Sunday, June 18, 2006

Dissecting Murtha's Evolution on Combat

Apparently the media would like you to believe that Rep. John Murtha's opposition to the war in Iraq and demands for a swift exit are of recent vintage - only created after the 2003 invasion of Iraq. Well, that would only be part of the story. As Paul Harvey might say, here's the rest of the story.

If anyone in the media bothered to do their research, like Sweetness and Light have done, the media would have come up with the following:
REMOVAL OF UNITED STATES ARMED FORCES FROM SOMALIA

House of Representatives - November 09, 1993

Mr. MURTHA. Mr. Speaker, let me just make a couple of points...

When I went to Somalia the first time, Mr. Speaker, my reservations remained the same. I told the new administration, when it came in, ‘We should get out of Somalia as quickly as possible,’ and in the middle of July I said, ‘Get our troops out because this could deteriorate into a very tragic situation.’...

The President has reassessed the situation...

Mr. Speaker, I would urge the Members to vote against the amendment offered by the gentleman from New York [Mr. Gilman] and give the President an opportunity to get the troops out in an orderly manner as quickly as prudently possible.
Rep. Murtha called for the swift exit from Somolia in 1993, which came shortly after the Black Hawk Down incident (October 13-14, 1993), where 18 Rangers were killed and 73 wounded. The US withdrawal from Somolia doomed not only Somolia for more than 15 years of violence, but spurred on al Qaeda to conclude that the US was a toothless tiger that could be forced to withdraw if its nose got bloody.

So, far from being an isolated position, Murtha is counseling the same position that he took in 1993. In the interim, the 9/11 Commission concluded (p. 96/97 of the final report) that the hasty withdrawal from Somolia emboldened terrorist groups like al Qaeda into launching ever more complicated and damaging attacks against US interests, including the 9/11 attacks.

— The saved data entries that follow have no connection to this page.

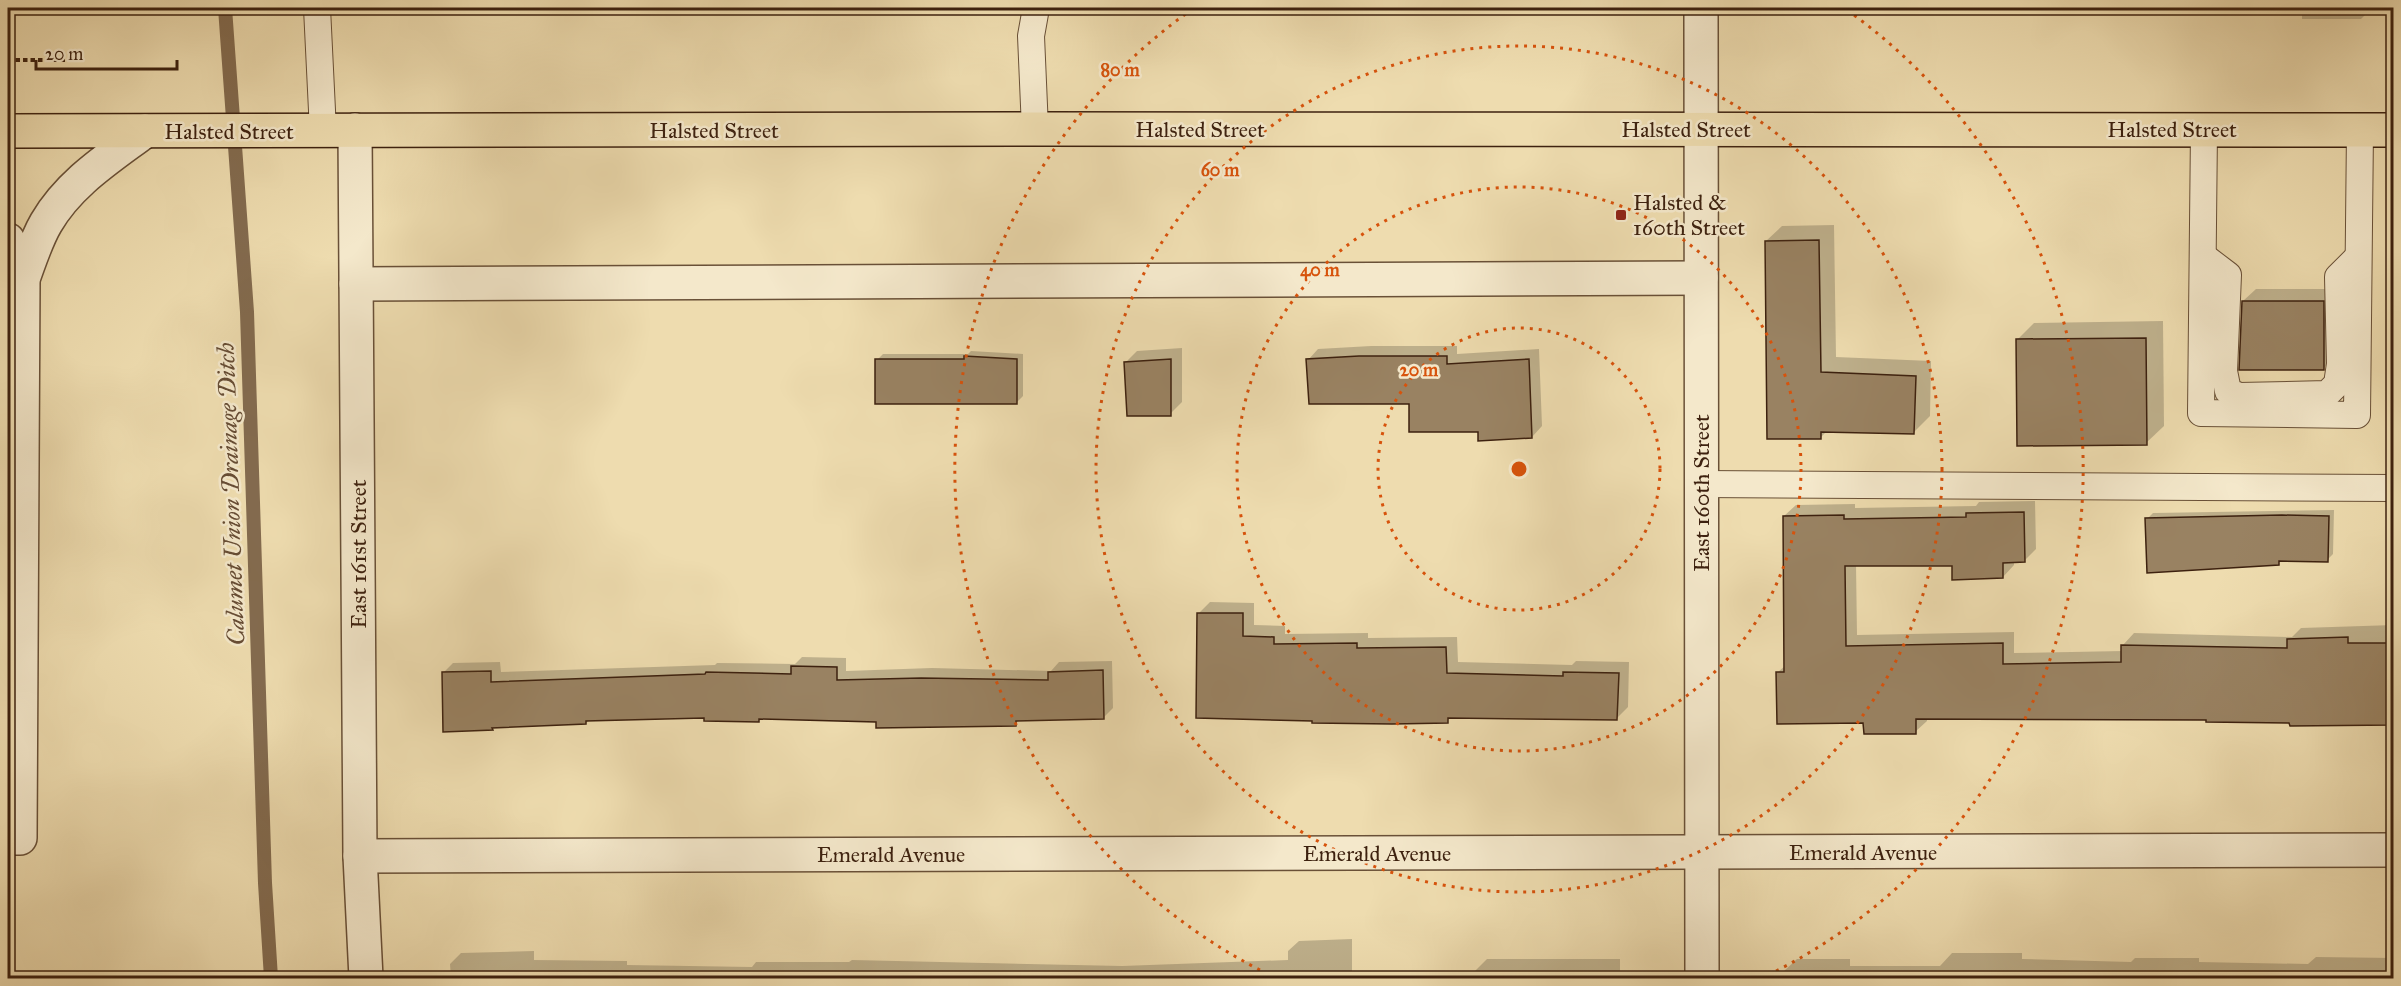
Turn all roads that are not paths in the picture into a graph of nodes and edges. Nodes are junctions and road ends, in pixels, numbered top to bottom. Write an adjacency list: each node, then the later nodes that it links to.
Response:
1 (317, 8): 12 (lane)
2 (1036, 8): 4 (lane)
3 (1701, 8): 5 (street, East 160th Street)
4 (1035, 129): 5 (main road, Halsted Street); 6 (main road, Halsted Street)
5 (1701, 129): 7 (main road, Halsted Street); 16 (street, East 160th Street)
6 (355, 130): 12 (main road, Halsted Street); 18 (street, East 161st Street)
7 (2204, 130): 8 (main road, Halsted Street); 14 (lane)
8 (2360, 130): 9 (main road, Halsted Street); 15 (lane)
9 (2394, 130)
10 (8, 131): 11 (main road, Halsted Street)
11 (145, 131): 12 (main road, Halsted Street); 17 (street)
12 (323, 131)
13 (8, 240): 17 (street)
14 (2203, 256): 15 (lane); 15 (lane)
15 (2358, 257)
16 (1701, 278): 18 (street); 19 (street, East 160th Street)
17 (15, 279): 21 (street)
18 (356, 284): 24 (street, East 161st Street)
19 (1701, 484): 20 (lane); 23 (street, East 160th Street)
20 (2394, 488)
21 (14, 838)
22 (2394, 850): 23 (street, Emerald Avenue)
23 (1702, 852): 24 (street, Emerald Avenue); 26 (street, East 160th Street)
24 (360, 856): 25 (street, East 161st Street)
25 (366, 978)
26 (1702, 978)

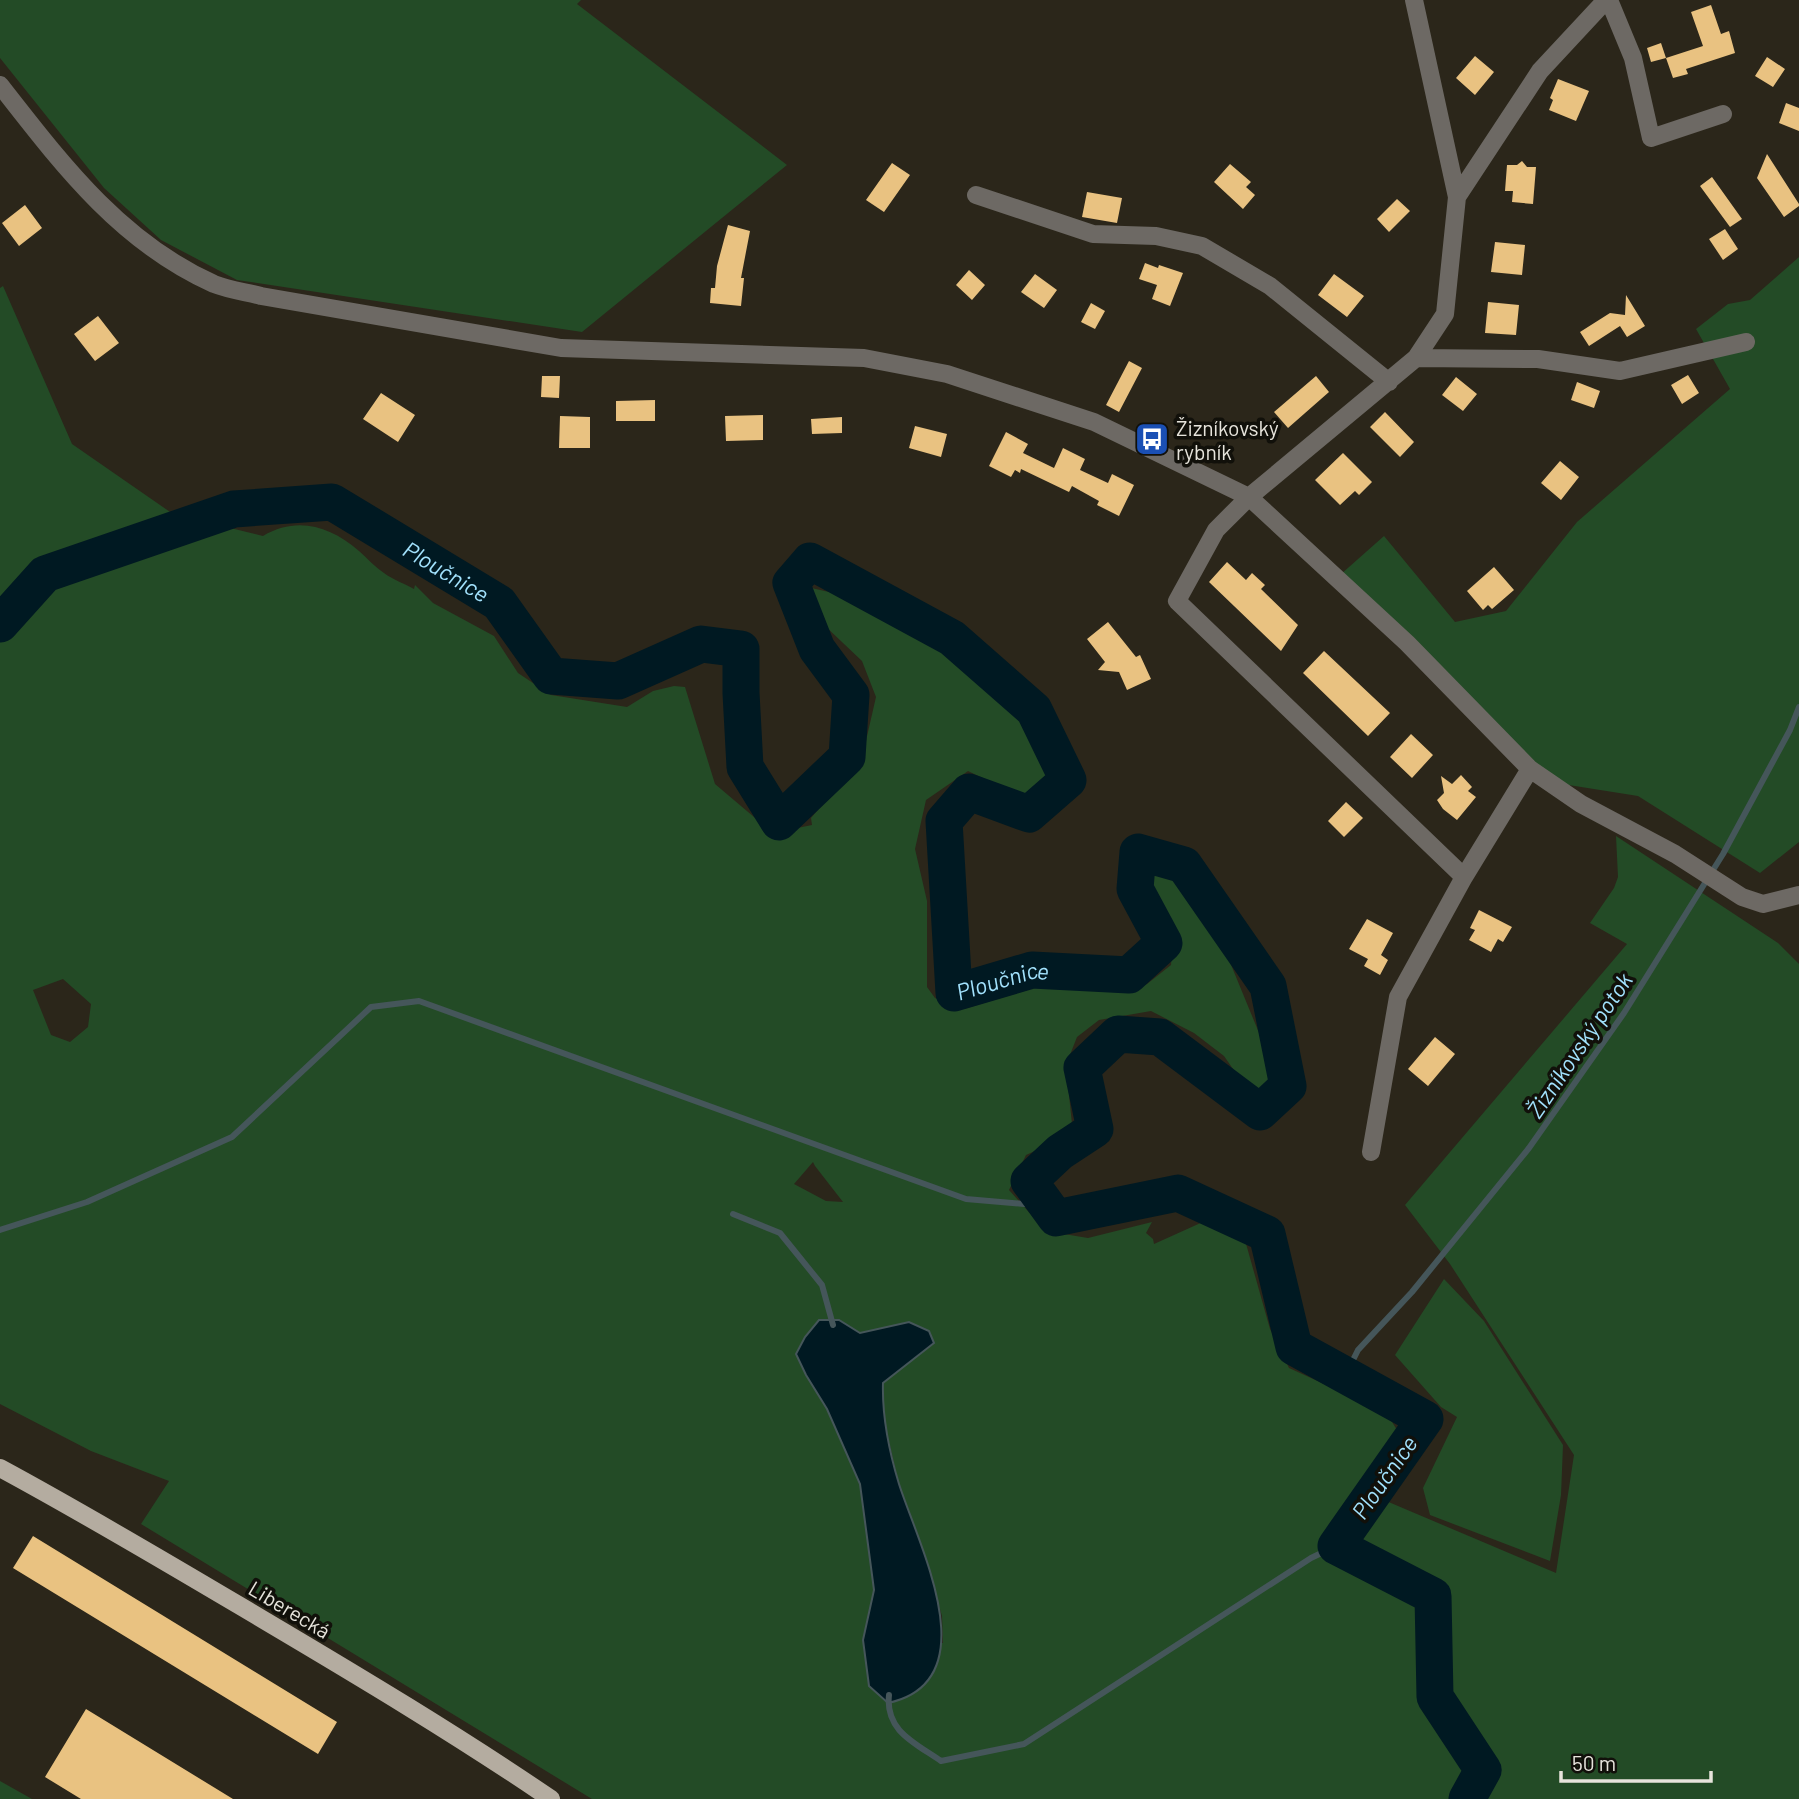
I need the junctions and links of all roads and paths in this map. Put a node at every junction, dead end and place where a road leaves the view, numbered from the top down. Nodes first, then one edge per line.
1 (1414, 0) edge
2 (1607, 0) edge
3 (0, 85) edge
4 (1723, 114) dead end
5 (976, 195) dead end
6 (1457, 197) junction
7 (1746, 342) dead end
8 (1416, 358) junction
9 (1389, 382) junction
10 (1249, 497) junction
11 (1530, 769) junction
12 (1464, 877) junction
13 (1799, 895) edge
14 (1370, 1152) dead end
15 (0, 1468) edge
16 (551, 1799) edge

1 - 6 street
2 - 4 street
2 - 6 street
3 - 10 street
5 - 9 street
6 - 8 street
7 - 8 street
8 - 9 street
9 - 10 street
10 - 11 street
10 - 12 street
11 - 12 street
11 - 13 street
12 - 14 street
15 - 16 main road, Liberecká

The world now faces a resurgent Islamist threat from Somolia, which remains a lawless region and could be the poster child for the definition of failed state. Terrorists love failed states. They're the places where terrorists can seek and obtain safe haven, far from the prying eyes of a government. The UN and world failed to take and maintain action in Somolia, which has meant that Somolia continues to be a threat to world security to this day. We've seen in just the past few weeks that Mogadishu was overrun by Islamists who have already begun imposing strict Islamic law on the capital. I have no doubt that the Islamists will provide al Qaeda and other like-minded terrorist groups the free operation and support they desperately need now that Afghanistan and Iraq are no longer hospitable to their operations.

And yet Murtha counsels speedy withdrawal from the field of battle despite knowing what happened in 1993, in 1983 when President Reagan failed to take appropriate action against Hizbullah in Lebanon following the Marine barracks bombing, and even the 1979 failed rescue operation to liberate the hostages in Iran. He couldn't be more hopelessly wrong - again.

Withdrawing from the field of battle prematurely emboldens our enemies, provides aid and comfort to those who know that if they simply wait out the US for any amount of time after giving a bloody nose, they can win. Our enemies know that they don't have to win to beat the US, they just have to avoid losing.